== Segment start ==

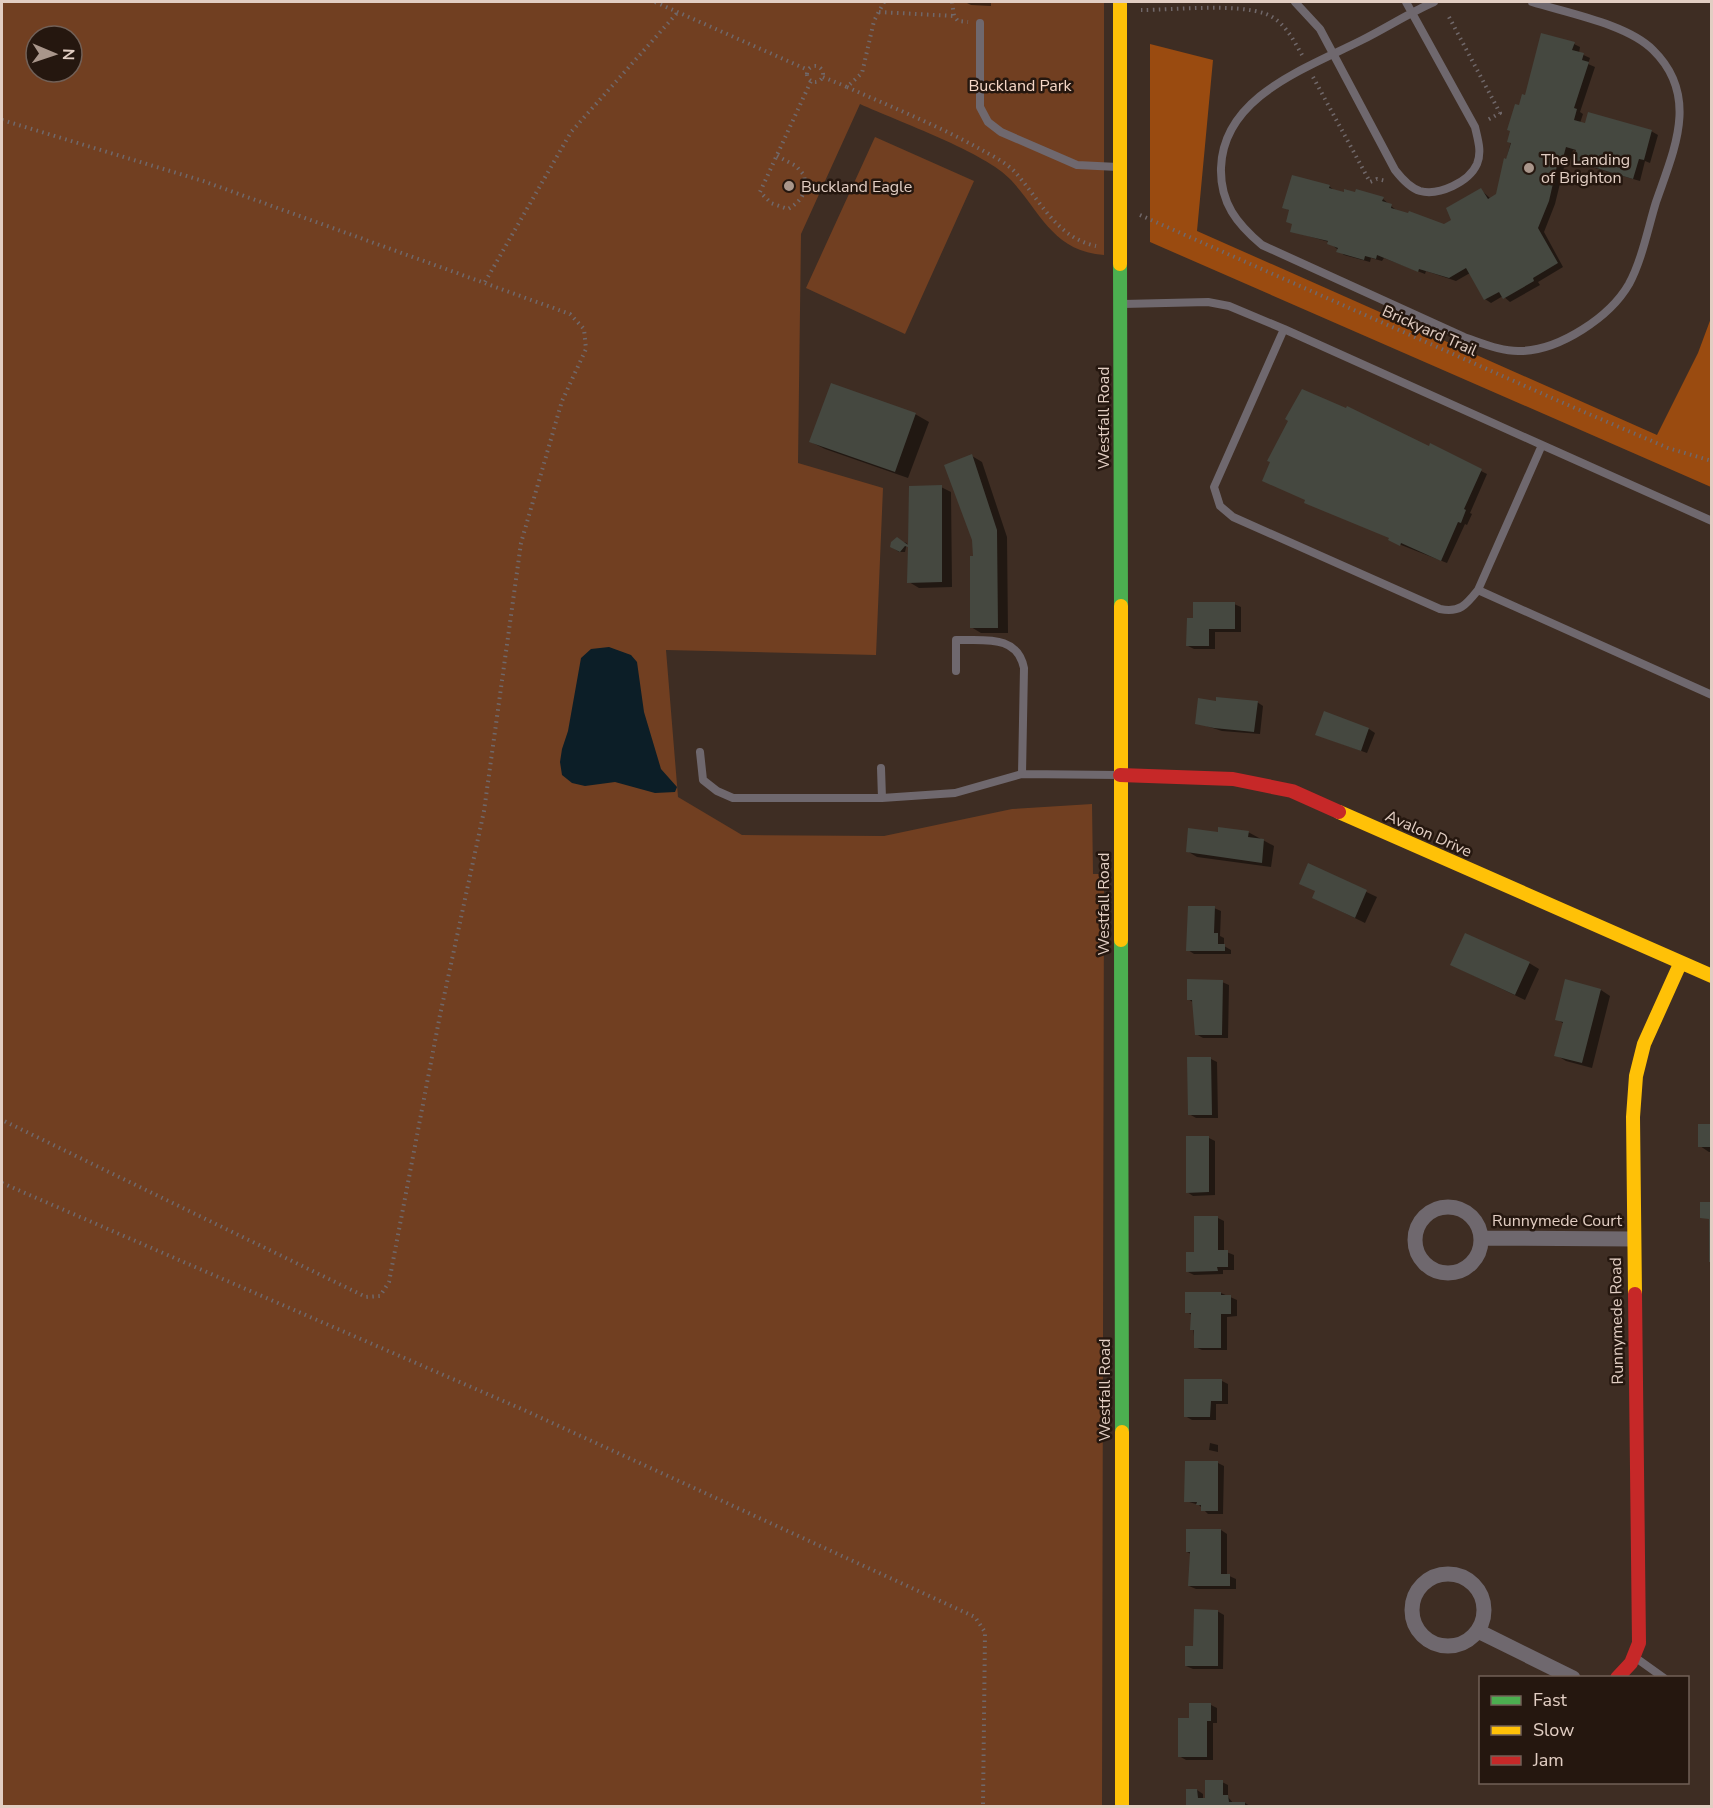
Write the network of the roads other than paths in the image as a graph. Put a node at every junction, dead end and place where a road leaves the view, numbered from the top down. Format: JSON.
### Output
{"nodes":[{"id":1,"x":1120,"y":2,"type":"edge"},
{"id":2,"x":1295,"y":2,"type":"edge"},
{"id":3,"x":1406,"y":2,"type":"edge"},
{"id":4,"x":1434,"y":2,"type":"edge"},
{"id":5,"x":1532,"y":2,"type":"edge"},
{"id":6,"x":1412,"y":12,"type":"junction"},
{"id":7,"x":980,"y":23,"type":"road end"},
{"id":8,"x":1334,"y":53,"type":"junction"},
{"id":9,"x":1119,"y":167,"type":"junction"},
{"id":10,"x":1119,"y":304,"type":"junction"},
{"id":11,"x":1284,"y":329,"type":"junction"},
{"id":12,"x":1542,"y":445,"type":"junction"},
{"id":13,"x":1712,"y":521,"type":"edge"},
{"id":14,"x":1478,"y":590,"type":"junction"},
{"id":15,"x":956,"y":671,"type":"dead end"},
{"id":16,"x":1712,"y":695,"type":"edge"},
{"id":17,"x":700,"y":752,"type":"dead end"},
{"id":18,"x":881,"y":768,"type":"dead end"},
{"id":19,"x":1022,"y":774,"type":"junction"},
{"id":20,"x":1120,"y":775,"type":"junction"},
{"id":21,"x":882,"y":798,"type":"junction"},
{"id":22,"x":1680,"y":964,"type":"junction"},
{"id":23,"x":1712,"y":976,"type":"edge"},
{"id":24,"x":1482,"y":1238,"type":"junction"},
{"id":25,"x":1633,"y":1239,"type":"junction"},
{"id":26,"x":1478,"y":1631,"type":"junction"},
{"id":27,"x":1635,"y":1657,"type":"junction"},
{"id":28,"x":1571,"y":1676,"type":"edge"},
{"id":29,"x":1618,"y":1676,"type":"edge"},
{"id":30,"x":1663,"y":1676,"type":"edge"},
{"id":31,"x":1122,"y":1806,"type":"edge"}],
"edges":[{"from":1,"to":9,"type":"street","name":"Westfall Road"},
{"from":2,"to":8,"type":"lane"},
{"from":3,"to":6,"type":"lane"},
{"from":4,"to":6,"type":"lane"},
{"from":5,"to":8,"type":"lane"},
{"from":6,"to":8,"type":"lane"},
{"from":6,"to":8,"type":"lane"},
{"from":7,"to":9,"type":"lane"},
{"from":9,"to":10,"type":"street","name":"Westfall Road"},
{"from":10,"to":11,"type":"lane"},
{"from":10,"to":20,"type":"street","name":"Westfall Road"},
{"from":11,"to":12,"type":"lane"},
{"from":11,"to":14,"type":"lane"},
{"from":12,"to":13,"type":"lane"},
{"from":12,"to":14,"type":"lane"},
{"from":14,"to":16,"type":"lane"},
{"from":15,"to":19,"type":"lane"},
{"from":17,"to":21,"type":"lane"},
{"from":18,"to":21,"type":"lane"},
{"from":19,"to":20,"type":"lane"},
{"from":19,"to":21,"type":"lane"},
{"from":20,"to":22,"type":"street","name":"Avalon Drive"},
{"from":20,"to":31,"type":"street","name":"Westfall Road"},
{"from":22,"to":23,"type":"street","name":"Avalon Drive"},
{"from":22,"to":25,"type":"street","name":"Runnymede Road"},
{"from":24,"to":24,"type":"street","name":"Runnymede Court"},
{"from":24,"to":25,"type":"street","name":"Runnymede Court"},
{"from":25,"to":27,"type":"street","name":"Runnymede Road"},
{"from":26,"to":26,"type":"street"},
{"from":26,"to":28,"type":"street"},
{"from":27,"to":29,"type":"street"},
{"from":27,"to":30,"type":"lane"}]}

== Segment end ==

- TRY IT -
Copy each line of the entries in which the string "dead" is found.

- SOLUTION TO THE PROBLEM -
Write the network of the roads other than paths in the image as a graph. Put a node at every junction, dead end and place where a road leaves the view, numbered from the top down. Format: JSON.
{"id":15,"x":956,"y":671,"type":"dead end"},
{"id":17,"x":700,"y":752,"type":"dead end"},
{"id":18,"x":881,"y":768,"type":"dead end"},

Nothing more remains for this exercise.